In light of such an incredible achievement it seems incongruous to talk about failure. And I’m not one of those critics who argue it was all about the technology, the pacemakers and the shoes. Kipchoge is an athlete who has an unrivalled record of success in the World Marathon Majors and was already the official marathon world record holder. But as a coach, particularly one who’s interested in sport psychology, what I find most interesting is how he responded to the failure of his first sub-2 attempt.

However small, there’s always a gap between success and failure

It might seem unfair to judge Kipchoge’s first sub-2 attempt in 2017 as failure. He ran faster than anyone in history and fell short by a mere 25 seconds. But failure it was.

Imagine you spent six months telling everyone you were going to run a sub-20 parkrun (or sub-30, sub-40….). You picked the flattest, fastest parkrun course you know, checked the weather the week before and arranged for a group of mates to pace you round. Then you cross the line in 20:02.5. That might be faster than you’ve ever run before. It might be faster than anyone had ever run on that parkrun course. You might be delighted to run so fast. But let’s be honest, deep down in your heart, you know you didn’t achieve your goal.
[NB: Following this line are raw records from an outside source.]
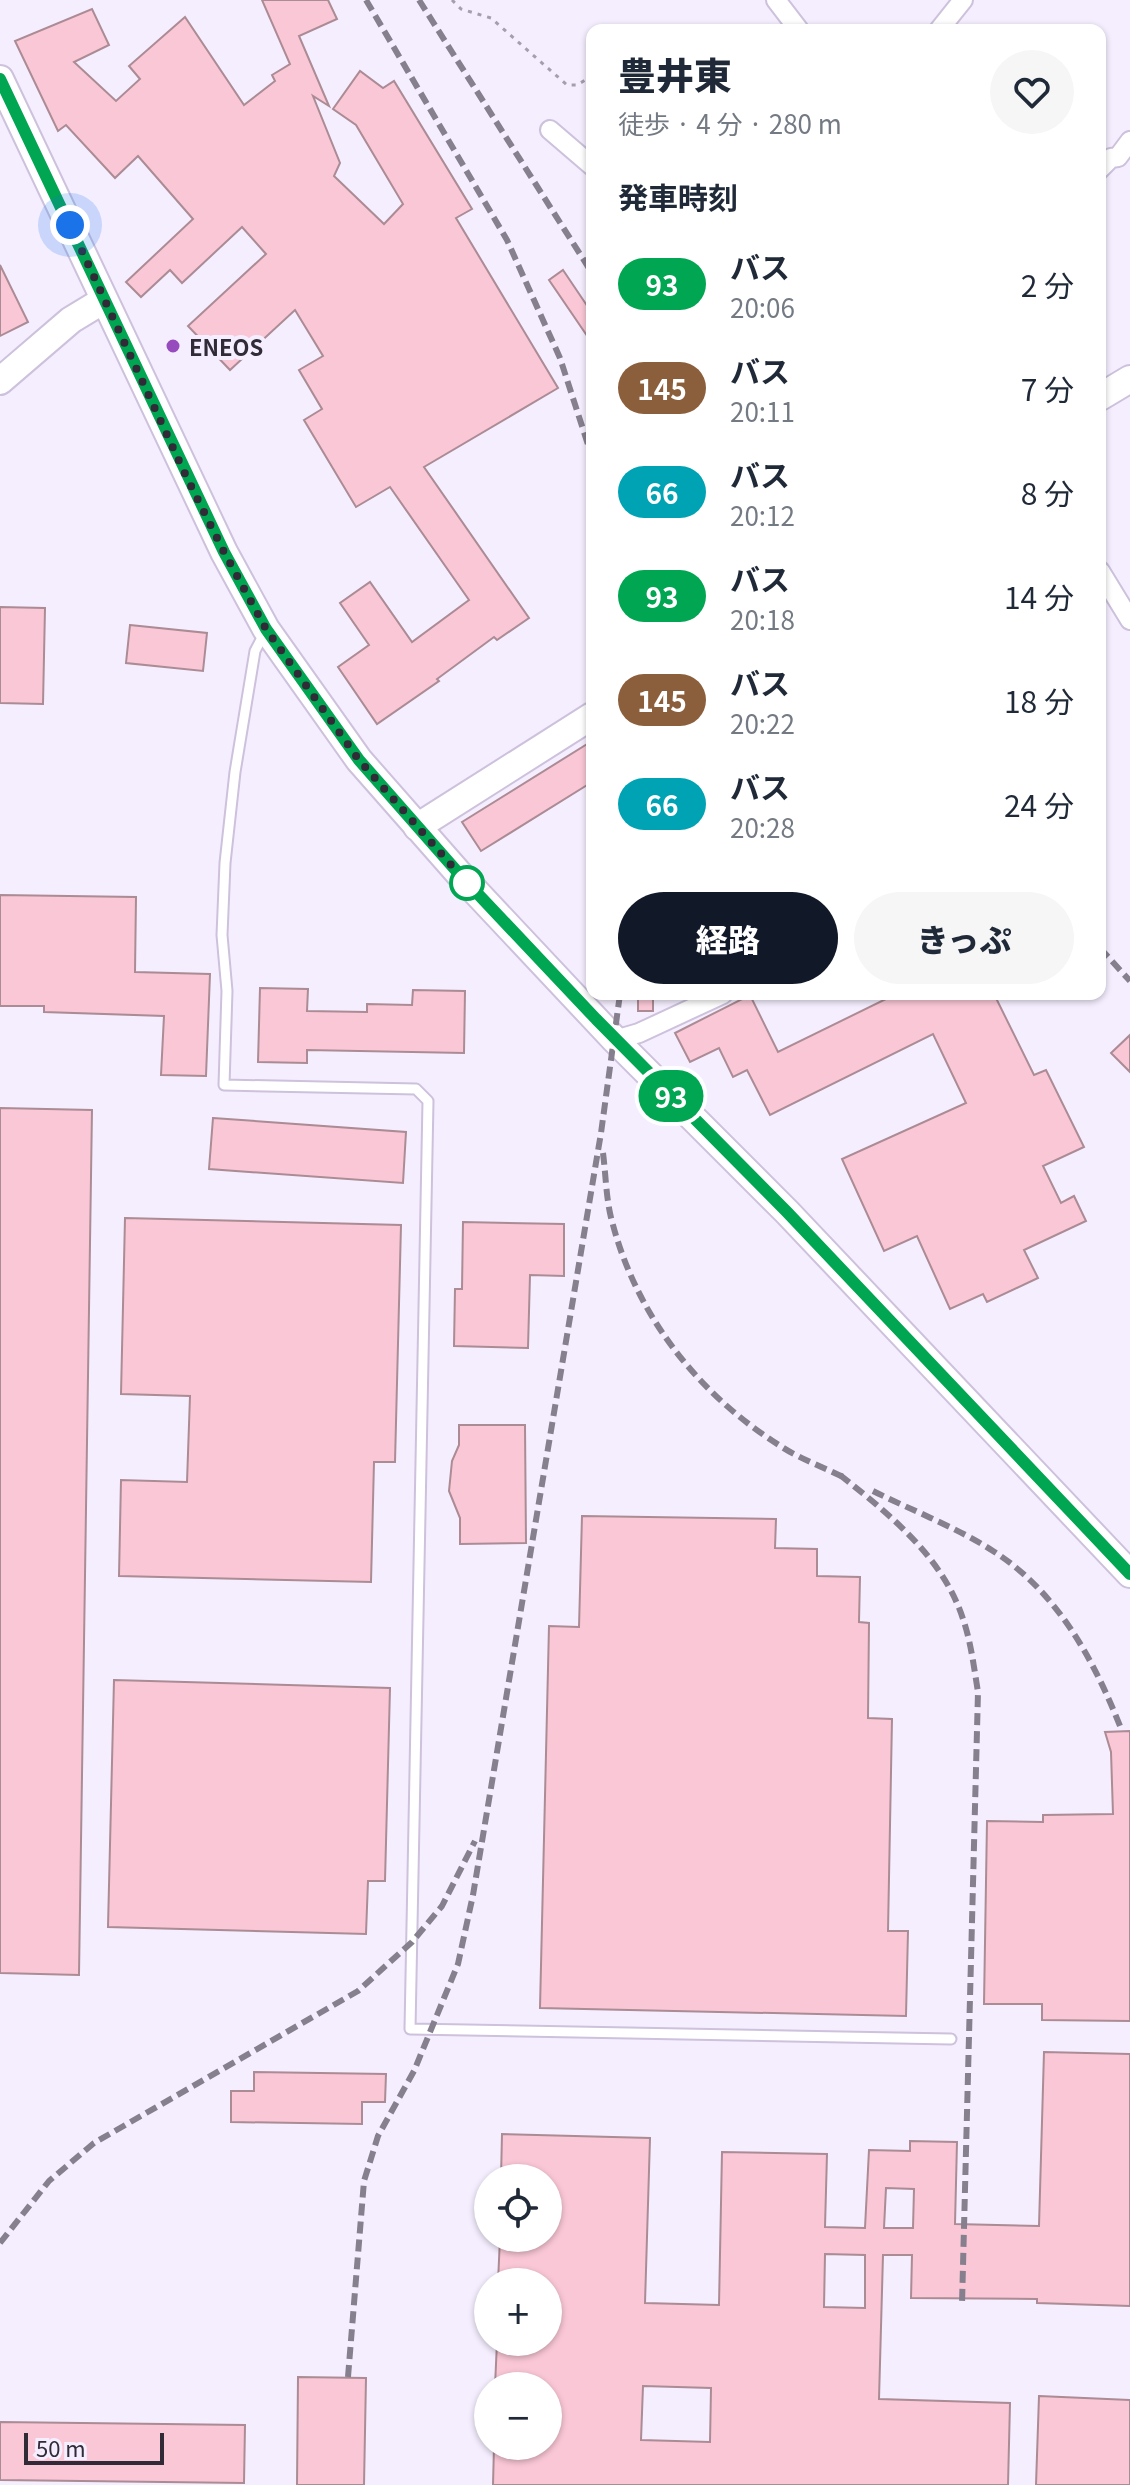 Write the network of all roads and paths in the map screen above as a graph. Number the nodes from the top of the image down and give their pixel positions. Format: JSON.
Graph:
{"nodes":[{"id":1,"x":452,"y":0,"type":"edge"},
{"id":2,"x":776,"y":0,"type":"edge"},
{"id":3,"x":963,"y":0,"type":"edge"},
{"id":4,"x":794,"y":24,"type":"edge"},
{"id":5,"x":944,"y":24,"type":"edge"},
{"id":6,"x":0,"y":79,"type":"edge"},
{"id":7,"x":586,"y":80,"type":"edge"},
{"id":8,"x":550,"y":130,"type":"dead end"},
{"id":9,"x":1130,"y":141,"type":"edge"},
{"id":10,"x":1106,"y":159,"type":"edge"},
{"id":11,"x":586,"y":161,"type":"edge"},
{"id":12,"x":104,"y":300,"type":"junction"},
{"id":13,"x":1130,"y":379,"type":"edge"},
{"id":14,"x":0,"y":381,"type":"edge"},
{"id":15,"x":1106,"y":393,"type":"edge"},
{"id":16,"x":1106,"y":581,"type":"edge"},
{"id":17,"x":1130,"y":620,"type":"edge"},
{"id":18,"x":266,"y":629,"type":"junction"},
{"id":19,"x":586,"y":720,"type":"edge"},
{"id":20,"x":417,"y":827,"type":"junction"},
{"id":21,"x":710,"y":1000,"type":"edge"},
{"id":22,"x":615,"y":1040,"type":"junction"},
{"id":23,"x":1130,"y":1574,"type":"edge"},
{"id":24,"x":951,"y":2039,"type":"dead end"}],
"edges":[{"from":1,"to":7,"type":"path"},
{"from":2,"to":4,"type":"street"},
{"from":3,"to":5,"type":"street"},
{"from":6,"to":12,"type":"main road"},
{"from":8,"to":11,"type":"street"},
{"from":9,"to":10,"type":"street"},
{"from":12,"to":14,"type":"main road"},
{"from":12,"to":18,"type":"main road"},
{"from":13,"to":15,"type":"main road"},
{"from":16,"to":17,"type":"street"},
{"from":18,"to":20,"type":"main road"},
{"from":18,"to":24,"type":"lane"},
{"from":19,"to":20,"type":"main road"},
{"from":20,"to":22,"type":"main road"},
{"from":21,"to":22,"type":"street"},
{"from":22,"to":23,"type":"main road"}]} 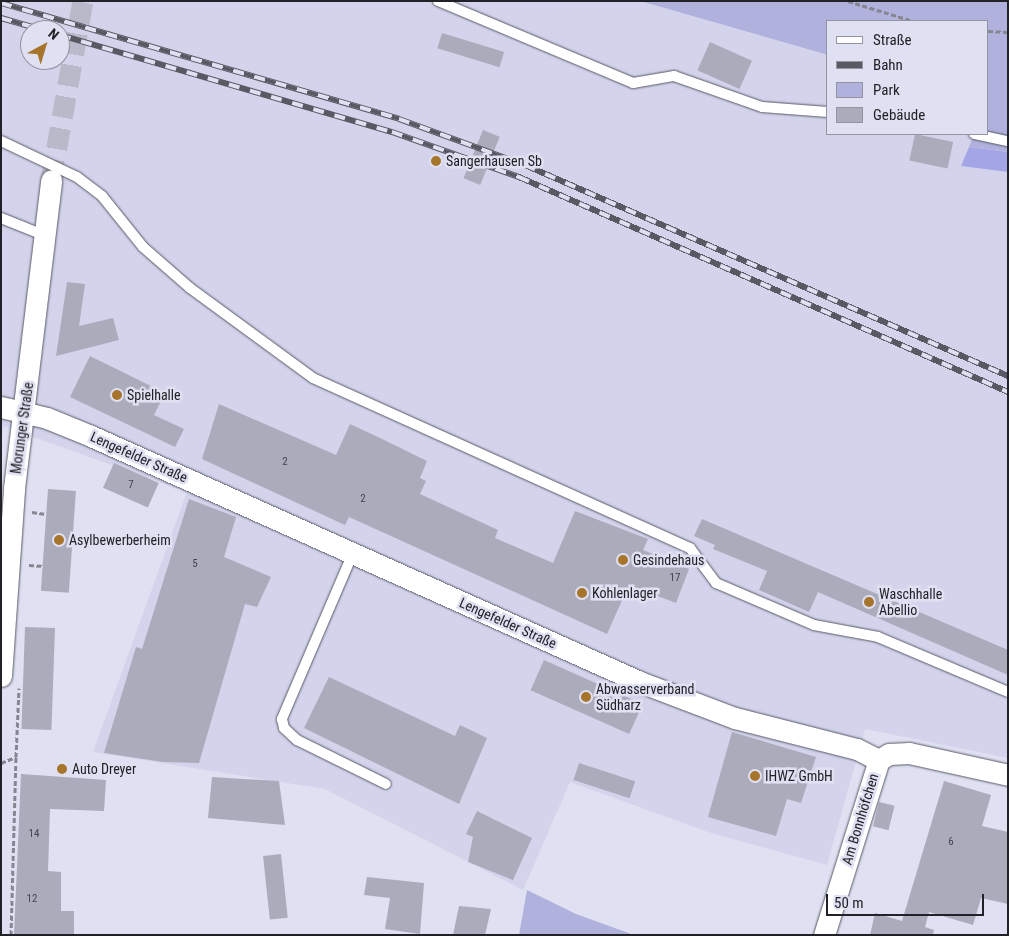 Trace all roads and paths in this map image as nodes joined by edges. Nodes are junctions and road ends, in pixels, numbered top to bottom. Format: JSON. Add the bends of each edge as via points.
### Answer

You failed.

It’s not that you fail, it’s what you do next that matters most

And this is how Kipchoge should inspire you most. Maybe you would blame the weather, the course, the pacemakers, your shoes or the slow runner with a dog that got in your way. Kipchoge didn’t blame anyone. He acknowledged he gave 100% but came up short. During that first attempt in 2017 he had been on pace until the last few miles when he started to struggle to maintain contact with the pace car. He didn’t blow up and he most certainly didn’t hit the proverbial “wall” but he did fall behind with every step.

Kipchoge analysed the run and trained hard to be better. His incredible mental fortitude and attitude was evident in his official world record run in Berlin 2018. His pacemakers fell away at 25kms, far earlier than planned. But yet again he didn’t dish out any blame or let external circumstances affect his performance. It was “unfortunate”, he reflected post-race, “but I had to believe”. He not only carried on but accelerated to cover the second half in 1:00:33 and finish in an incredible official world record of 2:01:39. Now that’s how you should to respond to setbacks and failure.

We can all run like Kipchoge

You may be unable to run the same pace as Kipchoge but you can be like him. Whatever your goal may be don’t be put off by failure. Don’t ruminate on what went wrong or seek to find excuses. See it as the foundation for your success. Use it as the motivation to be better. Be inspired by Kipchoge’s success but be even more inspired by his failure.